In other words, Noem should feel in good company as she finds herself in an uneasy political situation.
The Post notes that, right at the time the federal government shutdown began in early October, a devastating blizzard roared through western South Dakota.
Noem can’t control the weather, but she is an active participant in the shutdown, which, as this is being written, has yet to be solved.
The story, written by Joann Weiner, notes that normally, cattle ranchers would go to the local office of the USDA Farm Service Agency to file claims for their losses. They generally have 30 days to apply.
Now, however, those farm offices are closed because of the government shutdown. When offices are closed, claims can’t be filed. And if claims can’t be filed, assistance can’t be paid.
But, Weiner notes, the happenings in South Dakota may not be Noem’s biggest problem. Weiner contends that our representative’s biggest challenge may be convincing her fellow Republicans that support for South Dakota ranchers is an exception to the rule that the federal government is spending too much of the American taxpayers’ hard-earned money.
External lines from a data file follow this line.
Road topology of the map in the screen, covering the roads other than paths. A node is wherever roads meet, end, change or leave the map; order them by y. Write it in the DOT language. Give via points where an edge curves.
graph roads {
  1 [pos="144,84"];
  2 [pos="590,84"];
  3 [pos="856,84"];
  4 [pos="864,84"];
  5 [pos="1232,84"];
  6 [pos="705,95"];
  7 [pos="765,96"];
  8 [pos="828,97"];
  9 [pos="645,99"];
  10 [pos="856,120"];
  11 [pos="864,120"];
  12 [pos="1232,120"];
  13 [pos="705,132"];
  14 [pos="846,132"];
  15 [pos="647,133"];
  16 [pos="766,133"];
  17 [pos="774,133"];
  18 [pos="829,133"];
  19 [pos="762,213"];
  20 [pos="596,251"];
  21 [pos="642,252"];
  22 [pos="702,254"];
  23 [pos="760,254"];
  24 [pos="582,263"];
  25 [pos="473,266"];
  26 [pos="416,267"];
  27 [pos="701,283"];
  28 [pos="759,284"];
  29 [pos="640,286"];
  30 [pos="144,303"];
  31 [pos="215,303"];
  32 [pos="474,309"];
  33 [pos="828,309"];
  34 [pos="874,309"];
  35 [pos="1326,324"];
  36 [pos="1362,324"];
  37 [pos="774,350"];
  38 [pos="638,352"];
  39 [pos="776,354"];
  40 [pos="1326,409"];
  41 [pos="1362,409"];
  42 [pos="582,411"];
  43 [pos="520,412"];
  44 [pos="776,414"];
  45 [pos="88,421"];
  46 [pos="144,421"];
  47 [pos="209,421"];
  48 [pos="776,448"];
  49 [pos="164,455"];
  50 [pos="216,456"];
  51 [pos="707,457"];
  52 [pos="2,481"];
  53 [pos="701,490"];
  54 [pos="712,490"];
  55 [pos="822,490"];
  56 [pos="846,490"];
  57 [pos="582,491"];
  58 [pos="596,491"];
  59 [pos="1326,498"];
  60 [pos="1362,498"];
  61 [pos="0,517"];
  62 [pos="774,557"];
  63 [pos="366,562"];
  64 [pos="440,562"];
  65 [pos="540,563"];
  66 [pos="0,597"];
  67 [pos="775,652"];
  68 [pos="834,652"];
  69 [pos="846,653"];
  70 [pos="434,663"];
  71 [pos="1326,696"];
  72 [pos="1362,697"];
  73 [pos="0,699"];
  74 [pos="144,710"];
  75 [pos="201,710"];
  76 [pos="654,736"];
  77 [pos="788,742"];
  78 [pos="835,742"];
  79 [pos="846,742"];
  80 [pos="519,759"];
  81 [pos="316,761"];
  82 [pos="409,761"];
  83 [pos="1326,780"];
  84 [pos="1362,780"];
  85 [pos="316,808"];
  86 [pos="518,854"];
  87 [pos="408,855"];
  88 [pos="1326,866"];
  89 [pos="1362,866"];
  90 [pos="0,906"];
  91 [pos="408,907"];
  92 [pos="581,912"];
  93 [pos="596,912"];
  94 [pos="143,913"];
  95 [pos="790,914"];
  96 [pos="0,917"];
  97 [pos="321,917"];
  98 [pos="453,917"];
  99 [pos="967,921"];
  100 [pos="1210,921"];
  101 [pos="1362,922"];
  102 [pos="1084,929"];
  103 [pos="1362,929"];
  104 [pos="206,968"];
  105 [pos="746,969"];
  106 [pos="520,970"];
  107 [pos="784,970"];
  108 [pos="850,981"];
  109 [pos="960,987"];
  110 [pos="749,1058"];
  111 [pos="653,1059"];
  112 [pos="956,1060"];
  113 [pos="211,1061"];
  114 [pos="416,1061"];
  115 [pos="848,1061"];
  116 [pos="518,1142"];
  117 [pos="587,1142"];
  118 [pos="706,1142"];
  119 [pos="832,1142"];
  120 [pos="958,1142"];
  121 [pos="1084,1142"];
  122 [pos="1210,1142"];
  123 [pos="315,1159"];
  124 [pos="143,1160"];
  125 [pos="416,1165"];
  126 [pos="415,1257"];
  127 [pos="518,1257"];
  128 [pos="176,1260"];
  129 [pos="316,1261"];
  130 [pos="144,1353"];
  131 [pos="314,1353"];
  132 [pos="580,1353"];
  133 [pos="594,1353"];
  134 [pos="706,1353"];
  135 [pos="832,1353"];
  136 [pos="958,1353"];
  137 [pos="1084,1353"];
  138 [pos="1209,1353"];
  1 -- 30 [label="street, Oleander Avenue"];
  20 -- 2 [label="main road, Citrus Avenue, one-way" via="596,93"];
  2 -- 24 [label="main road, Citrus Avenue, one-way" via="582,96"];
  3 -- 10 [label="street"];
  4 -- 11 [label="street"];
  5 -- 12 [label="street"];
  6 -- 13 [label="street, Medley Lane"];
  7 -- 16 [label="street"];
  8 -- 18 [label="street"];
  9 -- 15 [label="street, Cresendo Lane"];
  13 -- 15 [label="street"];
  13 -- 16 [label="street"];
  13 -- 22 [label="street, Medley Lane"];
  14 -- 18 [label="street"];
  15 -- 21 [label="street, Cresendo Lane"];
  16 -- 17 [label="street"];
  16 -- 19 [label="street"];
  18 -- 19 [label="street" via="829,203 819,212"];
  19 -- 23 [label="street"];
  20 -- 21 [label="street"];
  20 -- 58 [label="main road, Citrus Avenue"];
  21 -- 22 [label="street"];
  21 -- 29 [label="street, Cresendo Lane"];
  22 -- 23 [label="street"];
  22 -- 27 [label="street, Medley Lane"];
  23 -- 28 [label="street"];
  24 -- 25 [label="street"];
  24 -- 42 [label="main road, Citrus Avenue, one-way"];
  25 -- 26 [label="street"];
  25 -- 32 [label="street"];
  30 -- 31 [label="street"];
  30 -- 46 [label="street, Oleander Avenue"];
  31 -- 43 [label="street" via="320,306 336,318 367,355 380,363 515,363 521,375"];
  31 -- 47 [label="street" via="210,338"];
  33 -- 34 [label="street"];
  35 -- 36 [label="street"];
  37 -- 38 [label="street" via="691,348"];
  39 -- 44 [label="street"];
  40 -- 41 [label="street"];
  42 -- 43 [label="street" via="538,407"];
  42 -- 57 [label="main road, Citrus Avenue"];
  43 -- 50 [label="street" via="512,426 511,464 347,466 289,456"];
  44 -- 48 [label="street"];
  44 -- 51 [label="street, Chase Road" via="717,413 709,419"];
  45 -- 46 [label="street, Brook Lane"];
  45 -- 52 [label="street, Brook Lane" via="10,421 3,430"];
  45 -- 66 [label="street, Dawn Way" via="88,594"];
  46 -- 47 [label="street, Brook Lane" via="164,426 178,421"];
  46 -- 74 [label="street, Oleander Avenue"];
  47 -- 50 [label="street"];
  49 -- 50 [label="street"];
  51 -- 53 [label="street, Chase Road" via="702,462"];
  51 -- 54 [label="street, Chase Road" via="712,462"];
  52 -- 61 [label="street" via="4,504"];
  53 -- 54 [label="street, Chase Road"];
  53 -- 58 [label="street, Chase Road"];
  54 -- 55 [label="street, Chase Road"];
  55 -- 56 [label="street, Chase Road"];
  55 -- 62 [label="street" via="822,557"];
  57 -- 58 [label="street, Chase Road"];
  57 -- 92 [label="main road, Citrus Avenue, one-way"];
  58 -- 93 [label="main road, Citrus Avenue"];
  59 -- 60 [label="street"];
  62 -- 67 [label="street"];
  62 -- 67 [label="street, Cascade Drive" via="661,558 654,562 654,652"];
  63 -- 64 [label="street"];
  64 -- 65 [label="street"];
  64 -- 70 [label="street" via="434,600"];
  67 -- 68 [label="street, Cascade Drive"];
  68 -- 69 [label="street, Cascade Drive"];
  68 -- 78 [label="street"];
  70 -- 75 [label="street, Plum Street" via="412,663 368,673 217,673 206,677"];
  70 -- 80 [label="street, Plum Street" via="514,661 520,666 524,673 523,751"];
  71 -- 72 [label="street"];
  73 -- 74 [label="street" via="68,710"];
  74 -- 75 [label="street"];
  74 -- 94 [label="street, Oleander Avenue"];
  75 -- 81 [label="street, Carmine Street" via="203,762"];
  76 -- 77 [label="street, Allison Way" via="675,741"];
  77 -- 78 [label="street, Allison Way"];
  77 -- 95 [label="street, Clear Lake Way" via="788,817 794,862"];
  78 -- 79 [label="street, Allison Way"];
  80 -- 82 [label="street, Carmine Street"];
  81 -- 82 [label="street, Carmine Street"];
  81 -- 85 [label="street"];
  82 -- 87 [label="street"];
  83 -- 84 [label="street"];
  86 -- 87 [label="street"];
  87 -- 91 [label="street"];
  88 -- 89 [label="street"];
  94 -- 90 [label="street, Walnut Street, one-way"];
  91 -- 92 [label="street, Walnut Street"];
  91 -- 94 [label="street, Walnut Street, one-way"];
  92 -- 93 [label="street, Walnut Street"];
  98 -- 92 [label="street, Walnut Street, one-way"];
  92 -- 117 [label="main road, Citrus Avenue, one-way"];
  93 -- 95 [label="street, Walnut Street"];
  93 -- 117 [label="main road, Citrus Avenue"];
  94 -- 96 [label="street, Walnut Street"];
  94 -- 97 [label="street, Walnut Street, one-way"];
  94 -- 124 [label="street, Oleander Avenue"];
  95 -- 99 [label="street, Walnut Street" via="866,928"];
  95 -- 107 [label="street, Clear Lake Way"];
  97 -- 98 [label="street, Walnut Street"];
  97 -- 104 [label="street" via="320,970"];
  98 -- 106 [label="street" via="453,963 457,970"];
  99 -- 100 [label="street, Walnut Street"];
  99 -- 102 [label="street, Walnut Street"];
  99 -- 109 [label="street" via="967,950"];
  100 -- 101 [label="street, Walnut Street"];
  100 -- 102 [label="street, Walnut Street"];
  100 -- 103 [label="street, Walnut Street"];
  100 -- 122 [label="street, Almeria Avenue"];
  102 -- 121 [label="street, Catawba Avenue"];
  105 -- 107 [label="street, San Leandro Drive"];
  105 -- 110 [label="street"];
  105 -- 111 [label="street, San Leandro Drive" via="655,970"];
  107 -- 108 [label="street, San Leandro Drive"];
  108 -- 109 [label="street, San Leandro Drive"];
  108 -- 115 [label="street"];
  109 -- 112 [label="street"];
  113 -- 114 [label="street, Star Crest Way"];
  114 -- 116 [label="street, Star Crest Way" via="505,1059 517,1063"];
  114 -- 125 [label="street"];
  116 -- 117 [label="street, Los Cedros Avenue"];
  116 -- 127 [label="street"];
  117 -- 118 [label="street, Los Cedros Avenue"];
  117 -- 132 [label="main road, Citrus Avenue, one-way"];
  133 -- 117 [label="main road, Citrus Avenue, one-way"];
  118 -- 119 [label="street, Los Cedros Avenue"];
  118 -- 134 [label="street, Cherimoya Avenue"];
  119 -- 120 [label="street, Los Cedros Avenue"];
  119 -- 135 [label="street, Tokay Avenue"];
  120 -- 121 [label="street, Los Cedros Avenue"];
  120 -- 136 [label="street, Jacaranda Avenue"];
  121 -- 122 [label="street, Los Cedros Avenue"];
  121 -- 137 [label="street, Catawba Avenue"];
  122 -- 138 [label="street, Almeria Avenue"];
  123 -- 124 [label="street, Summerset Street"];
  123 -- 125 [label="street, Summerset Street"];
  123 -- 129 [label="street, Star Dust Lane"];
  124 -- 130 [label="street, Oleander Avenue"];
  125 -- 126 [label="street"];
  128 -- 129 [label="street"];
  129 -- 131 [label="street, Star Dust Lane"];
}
A week ago, Noem went to the floor of the House of Representatives and insisted that the federal government help ranchers due to the “unprecedented” nature of the blizzard that blew through our state.
Weiner notes the unfortunate timing of Noem’s request. Her plea for additional federal spending comes at a time when Congress hasn’t approved any federal spending at all, thus the federal shutdown.
Weiner writes that, in many ways, Noem has brought this problem upon herself. She’s part of the group of House Republicans who in September refused to fund the federal government unless the Democrats agreed either to defund or to delay implementation of the Affordable Care Act.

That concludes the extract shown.